Glossary

Schedule C

The IRS form where self-employed people report business profit or loss. Line 9 is the mileage line — and it's the line that pays for ELM.

Schedule C (Form 1040), Profit or Loss From Business (Sole Proprietorship) is the IRS form where a sole proprietor, single-member LLC (by default), or independent contractor reports gross income, deducts business expenses, and arrives at a net profit or loss.

Who files it. Anyone with self-employment income: rideshare drivers, delivery drivers, freelancers, consultants, Etsy sellers, dog-walkers, photographers, real-estate agents reporting commissions, and the ~11.9 million workers the Bureau of Labor Statistics identified as independent contractors on their primary job (BLS Contingent Worker Supplement, USDL-24-2267, November 8, 2024) — plus the tens of millions of part-time gig workers GigEconomyData.org counts when supplemental earners are included. A single-member LLC files Schedule C unless it has elected to be taxed as an S corporation or C corporation.

Where the money flows. The net profit on Schedule C line 31 does two things:

  1. It flows to Schedule 1, line 3, which feeds Form 1040 line 8 — your gross income.
  2. It also flows to Schedule SE, which computes the 15.3% self-employment tax under IRC §1401. (See Self-Employment Tax.)

A net loss generally offsets other income (with limits under IRC §461(l) for excess business losses).

The big line for ELM readers: Line 9, Car and truck expenses. This is where the mileage deduction goes. You may put either the standard-mileage figure (business miles × the IRS rate) or the business-use portion of actual vehicle expenses on this line — but not both for the same vehicle in the same year. Behind line 9, Part IV of Schedule C asks for the date the vehicle was placed in service, business miles, commuting miles, other miles, and whether the vehicle was available for personal use. Fill it in honestly; the question about a written log is not rhetorical.

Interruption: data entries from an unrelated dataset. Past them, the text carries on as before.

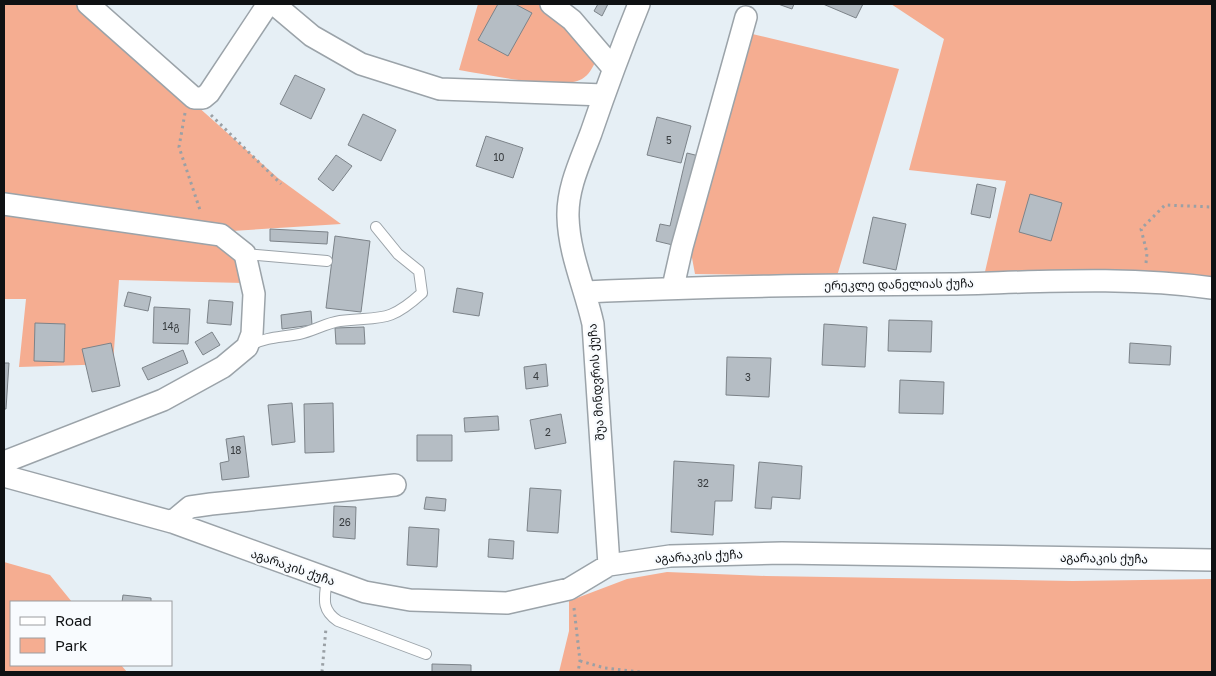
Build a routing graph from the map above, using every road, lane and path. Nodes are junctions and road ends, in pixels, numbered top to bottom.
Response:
1 (88, 4) edge
2 (268, 4) edge
3 (274, 4) edge
4 (551, 4) edge
5 (639, 4) edge
6 (746, 16) dead end
7 (613, 68) junction
8 (604, 95) junction
9 (194, 98) junction
10 (281, 184) dead end
11 (4, 204) edge
12 (1212, 207) edge
13 (376, 227) dead end
14 (221, 235) junction
15 (245, 254) junction
16 (327, 261) dead end
17 (1145, 282) junction
18 (674, 288) junction
19 (1212, 288) edge
20 (586, 292) junction
21 (247, 347) junction
22 (4, 462) edge
23 (4, 476) edge
24 (395, 485) dead end
25 (172, 522) junction
26 (1212, 560) edge
27 (609, 565) junction
28 (327, 578) junction
29 (569, 589) junction
30 (328, 614) junction
31 (426, 654) dead end
32 (580, 660) junction
33 (322, 672) edge
34 (578, 672) edge
35 (640, 672) edge

1 - 9 street
2 - 9 street
3 - 8 street
4 - 7 street
5 - 7 street, შუა მინდვრის ქუჩა
6 - 18 street
7 - 8 street, შუა მინდვრის ქუჩა
8 - 20 street, შუა მინდვრის ქუჩა
9 - 10 path
9 - 14 path
11 - 14 street
12 - 17 path
13 - 21 lane
14 - 15 street
15 - 16 lane
15 - 21 street
17 - 18 street, ერეკლე დანელიას ქუჩა
17 - 19 street, ერეკლე დანელიას ქუჩა
18 - 20 street, ერეკლე დანელიას ქუჩა
20 - 27 street, შუა მინდვრის ქუჩა
21 - 22 street
23 - 25 street, აგარაკის ქუჩა
24 - 25 street
25 - 28 street, აგარაკის ქუჩა
26 - 27 street, აგარაკის ქუჩა
27 - 29 street, აგარაკის ქუჩა
28 - 29 street, აგარაკის ქუჩა
28 - 30 lane
29 - 32 path
30 - 31 lane
30 - 33 path
32 - 34 path
32 - 35 path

Worked example. Tomas drives for Uber and Instacart in 2026 and earns $48,000 gross. He drove 32,000 business miles. His Schedule C:

  • Line 1 (gross receipts): $48,000
  • Line 9 (car/truck, 32,000 × $0.725): $23,200
  • Line 22 (supplies — phone mount, hot bag): $180
  • Line 25 (utilities — business portion of phone): $480
  • Line 31 net profit: $24,140

That $24,140 flows to Schedule SE for the 15.3% calculation and to Form 1040 for income tax.